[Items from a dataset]
────────────────────────────────────────
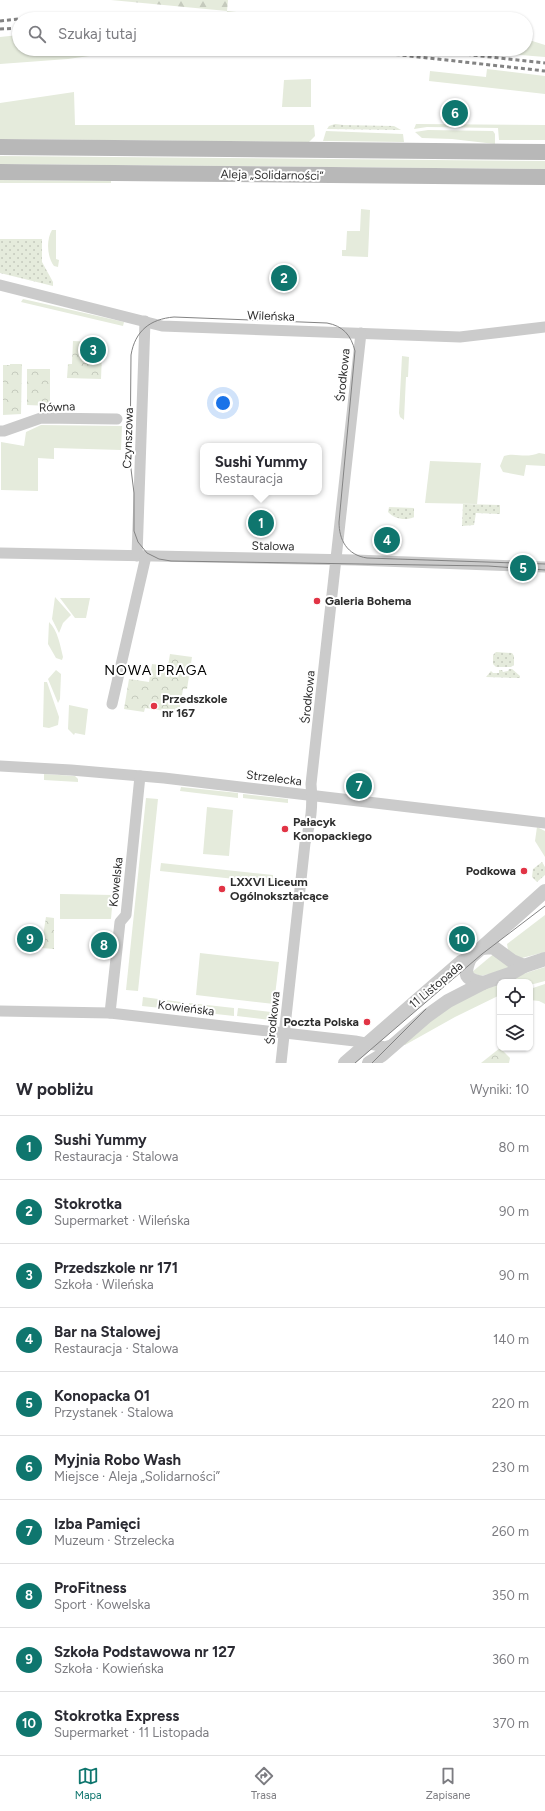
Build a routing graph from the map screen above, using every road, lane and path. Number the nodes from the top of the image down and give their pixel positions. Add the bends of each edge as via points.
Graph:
1 (0, 147) edge
2 (545, 152) edge
3 (0, 172) edge
4 (545, 177) edge
5 (0, 285) edge
6 (144, 321) junction
7 (545, 327) edge
8 (361, 333) junction
9 (117, 419) dead end
10 (0, 431) edge
11 (0, 553) edge
12 (142, 556) junction
13 (336, 560) junction
14 (545, 567) edge
15 (112, 704) dead end
16 (0, 766) edge
17 (140, 776) junction
18 (312, 796) junction
19 (545, 823) edge
20 (545, 891) edge
21 (482, 948) junction
22 (470, 958) junction
23 (545, 959) edge
24 (524, 966) junction
25 (482, 983) junction
26 (0, 1011) edge
27 (110, 1013) junction
28 (285, 1032) junction
29 (368, 1043) junction
30 (395, 1044) junction
31 (281, 1063) edge
32 (345, 1063) edge
33 (369, 1063) edge

1 - 2 main road, Aleja „Solidarności”
3 - 4 main road, Aleja „Solidarności”
5 - 6 street, Wileńska
6 - 8 street, Wileńska via 162,326
6 - 12 street, Czynszowa
7 - 8 street, Wileńska via 460,337
8 - 13 street, Środkowa
9 - 10 street, Równa via 41,418
11 - 12 street, Stalowa
12 - 13 street, Stalowa
12 - 15 street, Czynszowa
13 - 14 street, Stalowa
13 - 18 street, Środkowa via 311,784
16 - 17 street, Strzelecka
17 - 18 street, Strzelecka
17 - 27 street, Kowelska via 126,915 120,922
18 - 19 street, Strzelecka
18 - 28 street, Środkowa via 311,823 305,843
20 - 21 street, 11 Listopada
21 - 22 street, 11 Listopada
21 - 24 street via 493,947 512,961
22 - 25 street via 466,967 468,977
22 - 29 street, 11 Listopada via 461,962
23 - 24 street, 11 Listopada
24 - 25 street, 11 Listopada
25 - 30 street, 11 Listopada via 438,1008
26 - 27 street, Kowieńska
27 - 28 street, Kowieńska
28 - 29 street, Kowieńska
28 - 31 street, Środkowa
29 - 30 street, Kowieńska via 385,1047
29 - 32 street, 11 Listopada
29 - 33 street via 373,1051
30 - 33 street, 11 Listopada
────────────────────────────────────────
ACTIVITY -> The reply must consist of the records, repeated exactly, minus any images.

RESULT OF THE TASK ->
Build a routing graph from the map screen above, using every road, lane and path. Number the nodes from the top of the image down and give their pixel positions. Add the bends of each edge as via points.
Graph:
1 (0, 147) edge
2 (545, 152) edge
3 (0, 172) edge
4 (545, 177) edge
5 (0, 285) edge
6 (144, 321) junction
7 (545, 327) edge
8 (361, 333) junction
9 (117, 419) dead end
10 (0, 431) edge
11 (0, 553) edge
12 (142, 556) junction
13 (336, 560) junction
14 (545, 567) edge
15 (112, 704) dead end
16 (0, 766) edge
17 (140, 776) junction
18 (312, 796) junction
19 (545, 823) edge
20 (545, 891) edge
21 (482, 948) junction
22 (470, 958) junction
23 (545, 959) edge
24 (524, 966) junction
25 (482, 983) junction
26 (0, 1011) edge
27 (110, 1013) junction
28 (285, 1032) junction
29 (368, 1043) junction
30 (395, 1044) junction
31 (281, 1063) edge
32 (345, 1063) edge
33 (369, 1063) edge

1 - 2 main road, Aleja „Solidarności”
3 - 4 main road, Aleja „Solidarności”
5 - 6 street, Wileńska
6 - 8 street, Wileńska via 162,326
6 - 12 street, Czynszowa
7 - 8 street, Wileńska via 460,337
8 - 13 street, Środkowa
9 - 10 street, Równa via 41,418
11 - 12 street, Stalowa
12 - 13 street, Stalowa
12 - 15 street, Czynszowa
13 - 14 street, Stalowa
13 - 18 street, Środkowa via 311,784
16 - 17 street, Strzelecka
17 - 18 street, Strzelecka
17 - 27 street, Kowelska via 126,915 120,922
18 - 19 street, Strzelecka
18 - 28 street, Środkowa via 311,823 305,843
20 - 21 street, 11 Listopada
21 - 22 street, 11 Listopada
21 - 24 street via 493,947 512,961
22 - 25 street via 466,967 468,977
22 - 29 street, 11 Listopada via 461,962
23 - 24 street, 11 Listopada
24 - 25 street, 11 Listopada
25 - 30 street, 11 Listopada via 438,1008
26 - 27 street, Kowieńska
27 - 28 street, Kowieńska
28 - 29 street, Kowieńska
28 - 31 street, Środkowa
29 - 30 street, Kowieńska via 385,1047
29 - 32 street, 11 Listopada
29 - 33 street via 373,1051
30 - 33 street, 11 Listopada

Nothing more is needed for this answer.